The Ayacucho thistletail is monotypic.

==Description==

The Ayacucho thistletail is 18 to 20 cm long. The sexes have the same plumage. Adults have a brownish face with a paler brown supercilium. Their crown is brownish faintly spotted with black. Their back and rump are brownish and their wings dark brown with rufous edges to the feathers. Their tail is a paler but more rufescent brown than the back; it is long and deeply forked with few barbs at the feather ends that give a ragged appearance. Their chin is grayish with a bright reddish chestnut center and the rest of their underparts are a plain darker grayish. Their iris is dark brown, their bill blackish to dark gray with sometimes a pale base to the mandible, and their legs and feet dark bluish gray.
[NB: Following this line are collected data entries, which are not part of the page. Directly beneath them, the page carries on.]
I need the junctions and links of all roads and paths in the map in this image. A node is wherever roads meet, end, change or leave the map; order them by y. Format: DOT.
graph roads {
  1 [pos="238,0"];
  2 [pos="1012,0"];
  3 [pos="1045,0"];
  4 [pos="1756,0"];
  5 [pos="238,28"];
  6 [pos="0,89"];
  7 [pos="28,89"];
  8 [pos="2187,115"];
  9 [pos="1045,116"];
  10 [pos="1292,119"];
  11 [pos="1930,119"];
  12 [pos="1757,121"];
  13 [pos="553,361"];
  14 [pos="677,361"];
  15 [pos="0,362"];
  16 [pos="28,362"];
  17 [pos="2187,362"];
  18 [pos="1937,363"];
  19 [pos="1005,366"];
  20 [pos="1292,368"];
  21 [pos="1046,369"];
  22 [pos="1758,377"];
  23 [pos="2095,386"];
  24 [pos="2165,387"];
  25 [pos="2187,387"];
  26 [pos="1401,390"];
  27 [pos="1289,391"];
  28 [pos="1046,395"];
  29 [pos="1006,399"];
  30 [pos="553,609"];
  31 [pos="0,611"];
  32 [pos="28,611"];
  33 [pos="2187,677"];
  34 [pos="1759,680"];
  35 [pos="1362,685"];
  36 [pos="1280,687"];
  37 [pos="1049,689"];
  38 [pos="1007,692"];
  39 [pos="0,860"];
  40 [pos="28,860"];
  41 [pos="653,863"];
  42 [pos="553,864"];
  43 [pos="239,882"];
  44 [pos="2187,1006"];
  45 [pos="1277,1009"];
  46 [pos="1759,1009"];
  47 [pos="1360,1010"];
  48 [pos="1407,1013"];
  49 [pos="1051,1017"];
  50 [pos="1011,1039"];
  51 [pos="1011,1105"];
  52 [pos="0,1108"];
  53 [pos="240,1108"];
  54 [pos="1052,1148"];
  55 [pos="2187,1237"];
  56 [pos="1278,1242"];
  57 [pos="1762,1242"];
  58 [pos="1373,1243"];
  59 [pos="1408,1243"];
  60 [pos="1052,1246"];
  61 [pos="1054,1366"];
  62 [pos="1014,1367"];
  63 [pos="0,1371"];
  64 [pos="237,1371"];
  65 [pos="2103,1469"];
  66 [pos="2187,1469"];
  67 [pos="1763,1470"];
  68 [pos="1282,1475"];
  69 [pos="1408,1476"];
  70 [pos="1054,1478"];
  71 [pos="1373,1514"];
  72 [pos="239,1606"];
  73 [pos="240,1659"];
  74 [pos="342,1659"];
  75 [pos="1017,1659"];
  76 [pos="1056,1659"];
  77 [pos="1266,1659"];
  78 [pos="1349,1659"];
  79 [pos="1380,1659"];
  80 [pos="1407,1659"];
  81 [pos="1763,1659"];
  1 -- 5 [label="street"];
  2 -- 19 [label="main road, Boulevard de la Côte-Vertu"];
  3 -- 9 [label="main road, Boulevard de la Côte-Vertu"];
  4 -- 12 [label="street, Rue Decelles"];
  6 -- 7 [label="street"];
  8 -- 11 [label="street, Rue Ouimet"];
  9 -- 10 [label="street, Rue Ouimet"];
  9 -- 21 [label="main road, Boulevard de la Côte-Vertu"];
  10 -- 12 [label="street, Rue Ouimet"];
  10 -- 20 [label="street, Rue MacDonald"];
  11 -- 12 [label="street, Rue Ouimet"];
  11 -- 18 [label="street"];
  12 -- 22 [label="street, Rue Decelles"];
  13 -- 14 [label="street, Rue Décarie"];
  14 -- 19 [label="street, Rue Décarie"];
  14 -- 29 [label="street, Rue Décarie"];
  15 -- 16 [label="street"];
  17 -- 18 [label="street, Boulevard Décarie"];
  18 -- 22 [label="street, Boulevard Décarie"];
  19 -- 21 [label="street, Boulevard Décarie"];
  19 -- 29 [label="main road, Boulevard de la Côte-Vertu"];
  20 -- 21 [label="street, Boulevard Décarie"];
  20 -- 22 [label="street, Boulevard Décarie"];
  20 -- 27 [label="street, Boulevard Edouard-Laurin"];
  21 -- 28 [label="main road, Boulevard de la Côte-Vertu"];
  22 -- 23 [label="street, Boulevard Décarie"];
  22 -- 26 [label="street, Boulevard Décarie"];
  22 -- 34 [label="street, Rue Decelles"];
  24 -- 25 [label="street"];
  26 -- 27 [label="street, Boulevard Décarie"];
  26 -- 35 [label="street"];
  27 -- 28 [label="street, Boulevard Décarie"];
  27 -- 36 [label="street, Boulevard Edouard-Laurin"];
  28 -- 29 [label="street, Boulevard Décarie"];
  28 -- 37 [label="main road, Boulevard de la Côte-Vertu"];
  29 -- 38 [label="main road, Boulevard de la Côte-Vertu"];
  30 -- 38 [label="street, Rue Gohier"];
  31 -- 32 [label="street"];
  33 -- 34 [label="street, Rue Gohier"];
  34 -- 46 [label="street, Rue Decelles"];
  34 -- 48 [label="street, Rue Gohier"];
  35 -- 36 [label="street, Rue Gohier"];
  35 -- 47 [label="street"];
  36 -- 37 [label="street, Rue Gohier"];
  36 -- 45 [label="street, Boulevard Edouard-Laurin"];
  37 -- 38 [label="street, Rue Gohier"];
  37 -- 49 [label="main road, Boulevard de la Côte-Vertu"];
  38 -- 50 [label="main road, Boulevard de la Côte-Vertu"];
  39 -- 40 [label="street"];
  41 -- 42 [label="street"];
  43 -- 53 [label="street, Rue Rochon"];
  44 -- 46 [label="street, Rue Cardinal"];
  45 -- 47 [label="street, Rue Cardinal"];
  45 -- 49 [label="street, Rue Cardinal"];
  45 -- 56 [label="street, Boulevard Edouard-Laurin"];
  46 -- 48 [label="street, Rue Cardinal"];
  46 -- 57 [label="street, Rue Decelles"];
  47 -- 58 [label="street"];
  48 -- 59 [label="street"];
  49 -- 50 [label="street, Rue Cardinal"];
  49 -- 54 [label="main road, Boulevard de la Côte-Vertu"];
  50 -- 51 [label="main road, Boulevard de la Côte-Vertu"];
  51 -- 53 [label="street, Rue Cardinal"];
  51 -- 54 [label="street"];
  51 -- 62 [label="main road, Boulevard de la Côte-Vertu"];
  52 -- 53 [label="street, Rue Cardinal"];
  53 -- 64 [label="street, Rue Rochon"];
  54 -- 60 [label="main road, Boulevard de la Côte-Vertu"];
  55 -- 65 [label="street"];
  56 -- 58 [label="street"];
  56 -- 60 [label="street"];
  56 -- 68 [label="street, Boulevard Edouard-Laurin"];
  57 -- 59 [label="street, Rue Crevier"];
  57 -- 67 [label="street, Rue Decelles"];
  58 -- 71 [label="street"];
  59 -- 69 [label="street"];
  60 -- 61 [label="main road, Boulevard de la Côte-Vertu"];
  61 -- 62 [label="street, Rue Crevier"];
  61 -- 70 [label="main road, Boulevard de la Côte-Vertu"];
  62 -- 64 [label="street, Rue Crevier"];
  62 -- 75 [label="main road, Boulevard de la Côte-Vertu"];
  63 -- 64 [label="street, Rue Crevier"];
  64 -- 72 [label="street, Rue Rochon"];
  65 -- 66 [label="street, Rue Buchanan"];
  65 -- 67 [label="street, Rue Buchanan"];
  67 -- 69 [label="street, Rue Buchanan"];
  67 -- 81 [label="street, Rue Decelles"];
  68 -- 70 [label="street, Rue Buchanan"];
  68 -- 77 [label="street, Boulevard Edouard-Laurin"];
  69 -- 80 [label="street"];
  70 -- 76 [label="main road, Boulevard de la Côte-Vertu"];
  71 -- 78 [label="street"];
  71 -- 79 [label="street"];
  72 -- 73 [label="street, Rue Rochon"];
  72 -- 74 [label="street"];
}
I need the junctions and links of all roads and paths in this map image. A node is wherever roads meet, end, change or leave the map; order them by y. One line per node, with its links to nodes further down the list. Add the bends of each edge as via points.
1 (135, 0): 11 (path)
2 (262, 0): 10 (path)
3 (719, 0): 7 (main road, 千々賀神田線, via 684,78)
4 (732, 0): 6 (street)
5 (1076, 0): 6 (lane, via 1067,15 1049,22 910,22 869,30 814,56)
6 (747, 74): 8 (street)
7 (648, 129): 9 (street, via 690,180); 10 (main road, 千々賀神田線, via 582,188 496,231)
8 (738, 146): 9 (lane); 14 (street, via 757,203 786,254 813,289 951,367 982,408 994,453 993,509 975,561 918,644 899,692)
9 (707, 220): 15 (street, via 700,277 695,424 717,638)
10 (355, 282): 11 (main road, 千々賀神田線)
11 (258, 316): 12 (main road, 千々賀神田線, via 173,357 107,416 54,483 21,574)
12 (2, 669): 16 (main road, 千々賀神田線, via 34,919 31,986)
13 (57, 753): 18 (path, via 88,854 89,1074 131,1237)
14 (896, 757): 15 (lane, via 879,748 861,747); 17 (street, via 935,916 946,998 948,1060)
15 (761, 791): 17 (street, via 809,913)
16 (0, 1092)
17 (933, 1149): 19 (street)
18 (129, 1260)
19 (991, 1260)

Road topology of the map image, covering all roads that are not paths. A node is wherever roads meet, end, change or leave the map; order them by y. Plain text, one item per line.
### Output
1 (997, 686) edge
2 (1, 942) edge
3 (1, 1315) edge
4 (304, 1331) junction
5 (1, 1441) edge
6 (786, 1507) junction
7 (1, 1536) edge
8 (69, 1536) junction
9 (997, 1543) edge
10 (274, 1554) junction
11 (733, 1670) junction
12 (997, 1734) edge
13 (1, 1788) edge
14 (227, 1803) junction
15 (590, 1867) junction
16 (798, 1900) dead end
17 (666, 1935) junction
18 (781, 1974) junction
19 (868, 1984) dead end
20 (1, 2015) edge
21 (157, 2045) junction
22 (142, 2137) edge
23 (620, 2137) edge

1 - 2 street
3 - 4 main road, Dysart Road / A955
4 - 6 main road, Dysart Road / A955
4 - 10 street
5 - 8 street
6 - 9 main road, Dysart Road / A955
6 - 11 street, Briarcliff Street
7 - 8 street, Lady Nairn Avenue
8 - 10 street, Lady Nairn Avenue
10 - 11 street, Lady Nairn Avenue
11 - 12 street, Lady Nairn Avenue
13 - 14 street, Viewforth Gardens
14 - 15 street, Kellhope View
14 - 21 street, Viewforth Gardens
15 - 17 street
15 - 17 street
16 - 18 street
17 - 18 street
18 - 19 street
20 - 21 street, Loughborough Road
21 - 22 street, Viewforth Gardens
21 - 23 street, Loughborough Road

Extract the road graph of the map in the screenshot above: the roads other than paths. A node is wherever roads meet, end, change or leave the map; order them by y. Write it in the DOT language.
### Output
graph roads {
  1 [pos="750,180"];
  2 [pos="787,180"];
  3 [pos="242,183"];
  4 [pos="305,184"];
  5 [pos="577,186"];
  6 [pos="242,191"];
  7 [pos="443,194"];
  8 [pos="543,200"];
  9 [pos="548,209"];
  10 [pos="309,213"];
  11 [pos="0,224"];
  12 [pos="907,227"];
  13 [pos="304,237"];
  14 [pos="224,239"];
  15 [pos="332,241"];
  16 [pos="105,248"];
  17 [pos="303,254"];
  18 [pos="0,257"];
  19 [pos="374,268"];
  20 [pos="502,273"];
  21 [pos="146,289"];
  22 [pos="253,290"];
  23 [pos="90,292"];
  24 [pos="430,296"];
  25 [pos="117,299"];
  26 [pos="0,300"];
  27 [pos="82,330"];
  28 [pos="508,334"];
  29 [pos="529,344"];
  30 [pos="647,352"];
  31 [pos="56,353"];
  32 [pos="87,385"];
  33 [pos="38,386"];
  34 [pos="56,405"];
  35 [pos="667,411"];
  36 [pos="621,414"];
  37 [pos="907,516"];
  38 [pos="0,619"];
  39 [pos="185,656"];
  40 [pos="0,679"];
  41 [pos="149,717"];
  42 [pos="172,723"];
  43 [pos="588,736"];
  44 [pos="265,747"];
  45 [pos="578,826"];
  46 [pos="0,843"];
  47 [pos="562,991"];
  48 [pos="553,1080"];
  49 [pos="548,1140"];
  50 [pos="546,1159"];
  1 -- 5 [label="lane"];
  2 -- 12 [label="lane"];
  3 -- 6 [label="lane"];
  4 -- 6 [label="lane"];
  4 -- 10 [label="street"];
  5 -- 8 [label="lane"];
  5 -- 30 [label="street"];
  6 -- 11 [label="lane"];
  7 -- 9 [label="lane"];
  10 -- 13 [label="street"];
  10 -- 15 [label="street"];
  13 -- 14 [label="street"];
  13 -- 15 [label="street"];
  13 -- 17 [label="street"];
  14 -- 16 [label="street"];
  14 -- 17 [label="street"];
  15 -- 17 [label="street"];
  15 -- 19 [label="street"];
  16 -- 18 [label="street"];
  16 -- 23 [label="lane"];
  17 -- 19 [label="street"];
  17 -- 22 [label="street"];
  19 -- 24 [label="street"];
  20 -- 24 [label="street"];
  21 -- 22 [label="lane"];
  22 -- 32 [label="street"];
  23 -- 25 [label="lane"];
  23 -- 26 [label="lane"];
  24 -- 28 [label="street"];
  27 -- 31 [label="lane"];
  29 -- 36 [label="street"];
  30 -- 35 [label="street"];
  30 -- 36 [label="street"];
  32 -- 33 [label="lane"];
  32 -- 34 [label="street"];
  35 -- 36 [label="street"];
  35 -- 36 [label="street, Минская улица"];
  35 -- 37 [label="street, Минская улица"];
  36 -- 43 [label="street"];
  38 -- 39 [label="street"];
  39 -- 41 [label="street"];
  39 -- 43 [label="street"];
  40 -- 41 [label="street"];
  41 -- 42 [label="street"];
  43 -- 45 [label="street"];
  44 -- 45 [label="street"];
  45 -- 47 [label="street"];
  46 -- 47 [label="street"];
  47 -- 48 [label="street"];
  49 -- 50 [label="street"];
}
==Distribution and habitat==

The Ayacucho thistletail is found in the northern part of Peru's Department of Ayacucho west of the Apurímac River. It primarily inhabits elfin forest and Polylepis woodlands in the tree line ecotone. It favors areas with dense stands of Chusquea bamboo. In elevation it ranges mostly between 3300 and 3700 m.

==Behavior==
===Movement===

The Ayacucho thistletail is believed to be a year-round resident throughout its range.

===Feeding===

The Ayacucho thistletail's diet and foraging behavior are essentially unknown. It is usually seen singly or in pairs. It is assumed to feed mostly on arthropods that it gleans from foliage.

===Breeding===

Nothing is known about the Ayacucho thistletail's breeding biology.

===Vocalization===

The Ayacucho thistletail's primary song is "a rapid, high-pitched, even trill lasting two seconds in duration, delivered at a steady frequency". Its main call is a high-pitched "pyeek".

==Status==

The IUCN has assessed the Ayacucho thistletail as being of Least Concern. It has a very restricted range and an unknown population size, though the latter is believed to be stable. No immediate threats have been identified. Its total range is "perhaps just 500 km^{2} [190 mi^{2}], within which elfin forest habitats are fragmented and degraded by anthropogenic disturbance."